**The task:**
Please output the whole listing below exactly as it is.

**Material shown:**
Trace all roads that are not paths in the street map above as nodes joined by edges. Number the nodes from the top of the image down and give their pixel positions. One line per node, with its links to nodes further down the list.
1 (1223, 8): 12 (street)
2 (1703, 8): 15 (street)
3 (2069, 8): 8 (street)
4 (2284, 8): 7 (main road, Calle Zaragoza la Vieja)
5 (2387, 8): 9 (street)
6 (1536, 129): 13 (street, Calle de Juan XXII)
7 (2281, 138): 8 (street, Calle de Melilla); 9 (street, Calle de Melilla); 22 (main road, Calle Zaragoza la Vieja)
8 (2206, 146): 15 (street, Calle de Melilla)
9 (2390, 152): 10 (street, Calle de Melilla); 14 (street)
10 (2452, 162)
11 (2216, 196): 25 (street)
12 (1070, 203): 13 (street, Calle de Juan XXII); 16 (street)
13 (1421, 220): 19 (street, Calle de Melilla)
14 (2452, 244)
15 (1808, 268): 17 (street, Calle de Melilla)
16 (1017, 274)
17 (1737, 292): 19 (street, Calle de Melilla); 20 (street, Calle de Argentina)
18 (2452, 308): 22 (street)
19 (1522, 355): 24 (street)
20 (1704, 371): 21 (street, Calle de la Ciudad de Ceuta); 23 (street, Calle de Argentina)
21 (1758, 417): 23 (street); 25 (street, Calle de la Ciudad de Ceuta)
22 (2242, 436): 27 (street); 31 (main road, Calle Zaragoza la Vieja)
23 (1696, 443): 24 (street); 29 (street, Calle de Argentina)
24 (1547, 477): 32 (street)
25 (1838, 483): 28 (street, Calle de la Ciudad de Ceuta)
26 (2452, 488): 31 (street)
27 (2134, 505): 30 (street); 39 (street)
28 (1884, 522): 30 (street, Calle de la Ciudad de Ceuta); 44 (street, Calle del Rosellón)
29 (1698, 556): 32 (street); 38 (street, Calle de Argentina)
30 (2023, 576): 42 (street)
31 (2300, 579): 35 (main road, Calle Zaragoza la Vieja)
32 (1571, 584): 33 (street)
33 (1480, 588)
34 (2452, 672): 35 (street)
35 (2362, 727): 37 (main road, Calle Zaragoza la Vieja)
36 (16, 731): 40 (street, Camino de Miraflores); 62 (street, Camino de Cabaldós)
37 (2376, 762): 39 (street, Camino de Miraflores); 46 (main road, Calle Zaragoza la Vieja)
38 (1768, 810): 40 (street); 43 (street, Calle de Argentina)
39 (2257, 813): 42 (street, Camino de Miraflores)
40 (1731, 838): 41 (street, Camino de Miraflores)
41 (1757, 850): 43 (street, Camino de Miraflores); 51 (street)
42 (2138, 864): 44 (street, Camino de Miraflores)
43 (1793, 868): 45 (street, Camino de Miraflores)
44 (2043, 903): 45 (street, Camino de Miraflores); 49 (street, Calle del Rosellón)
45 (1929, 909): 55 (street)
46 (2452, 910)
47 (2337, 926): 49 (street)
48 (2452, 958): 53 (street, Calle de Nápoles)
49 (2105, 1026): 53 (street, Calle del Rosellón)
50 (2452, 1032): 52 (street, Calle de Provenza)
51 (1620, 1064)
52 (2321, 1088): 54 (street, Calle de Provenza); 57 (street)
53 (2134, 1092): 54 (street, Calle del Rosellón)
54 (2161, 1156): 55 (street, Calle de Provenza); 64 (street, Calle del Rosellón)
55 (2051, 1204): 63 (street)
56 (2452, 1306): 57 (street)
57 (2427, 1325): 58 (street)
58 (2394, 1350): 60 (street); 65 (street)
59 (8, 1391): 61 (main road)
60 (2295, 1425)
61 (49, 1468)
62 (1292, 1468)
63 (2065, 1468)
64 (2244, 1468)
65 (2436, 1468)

**Worked solution:**
Trace all roads that are not paths in the street map above as nodes joined by edges. Number the nodes from the top of the image down and give their pixel positions. One line per node, with its links to nodes further down the list.
1 (1223, 8): 12 (street)
2 (1703, 8): 15 (street)
3 (2069, 8): 8 (street)
4 (2284, 8): 7 (main road, Calle Zaragoza la Vieja)
5 (2387, 8): 9 (street)
6 (1536, 129): 13 (street, Calle de Juan XXII)
7 (2281, 138): 8 (street, Calle de Melilla); 9 (street, Calle de Melilla); 22 (main road, Calle Zaragoza la Vieja)
8 (2206, 146): 15 (street, Calle de Melilla)
9 (2390, 152): 10 (street, Calle de Melilla); 14 (street)
10 (2452, 162)
11 (2216, 196): 25 (street)
12 (1070, 203): 13 (street, Calle de Juan XXII); 16 (street)
13 (1421, 220): 19 (street, Calle de Melilla)
14 (2452, 244)
15 (1808, 268): 17 (street, Calle de Melilla)
16 (1017, 274)
17 (1737, 292): 19 (street, Calle de Melilla); 20 (street, Calle de Argentina)
18 (2452, 308): 22 (street)
19 (1522, 355): 24 (street)
20 (1704, 371): 21 (street, Calle de la Ciudad de Ceuta); 23 (street, Calle de Argentina)
21 (1758, 417): 23 (street); 25 (street, Calle de la Ciudad de Ceuta)
22 (2242, 436): 27 (street); 31 (main road, Calle Zaragoza la Vieja)
23 (1696, 443): 24 (street); 29 (street, Calle de Argentina)
24 (1547, 477): 32 (street)
25 (1838, 483): 28 (street, Calle de la Ciudad de Ceuta)
26 (2452, 488): 31 (street)
27 (2134, 505): 30 (street); 39 (street)
28 (1884, 522): 30 (street, Calle de la Ciudad de Ceuta); 44 (street, Calle del Rosellón)
29 (1698, 556): 32 (street); 38 (street, Calle de Argentina)
30 (2023, 576): 42 (street)
31 (2300, 579): 35 (main road, Calle Zaragoza la Vieja)
32 (1571, 584): 33 (street)
33 (1480, 588)
34 (2452, 672): 35 (street)
35 (2362, 727): 37 (main road, Calle Zaragoza la Vieja)
36 (16, 731): 40 (street, Camino de Miraflores); 62 (street, Camino de Cabaldós)
37 (2376, 762): 39 (street, Camino de Miraflores); 46 (main road, Calle Zaragoza la Vieja)
38 (1768, 810): 40 (street); 43 (street, Calle de Argentina)
39 (2257, 813): 42 (street, Camino de Miraflores)
40 (1731, 838): 41 (street, Camino de Miraflores)
41 (1757, 850): 43 (street, Camino de Miraflores); 51 (street)
42 (2138, 864): 44 (street, Camino de Miraflores)
43 (1793, 868): 45 (street, Camino de Miraflores)
44 (2043, 903): 45 (street, Camino de Miraflores); 49 (street, Calle del Rosellón)
45 (1929, 909): 55 (street)
46 (2452, 910)
47 (2337, 926): 49 (street)
48 (2452, 958): 53 (street, Calle de Nápoles)
49 (2105, 1026): 53 (street, Calle del Rosellón)
50 (2452, 1032): 52 (street, Calle de Provenza)
51 (1620, 1064)
52 (2321, 1088): 54 (street, Calle de Provenza); 57 (street)
53 (2134, 1092): 54 (street, Calle del Rosellón)
54 (2161, 1156): 55 (street, Calle de Provenza); 64 (street, Calle del Rosellón)
55 (2051, 1204): 63 (street)
56 (2452, 1306): 57 (street)
57 (2427, 1325): 58 (street)
58 (2394, 1350): 60 (street); 65 (street)
59 (8, 1391): 61 (main road)
60 (2295, 1425)
61 (49, 1468)
62 (1292, 1468)
63 (2065, 1468)
64 (2244, 1468)
65 (2436, 1468)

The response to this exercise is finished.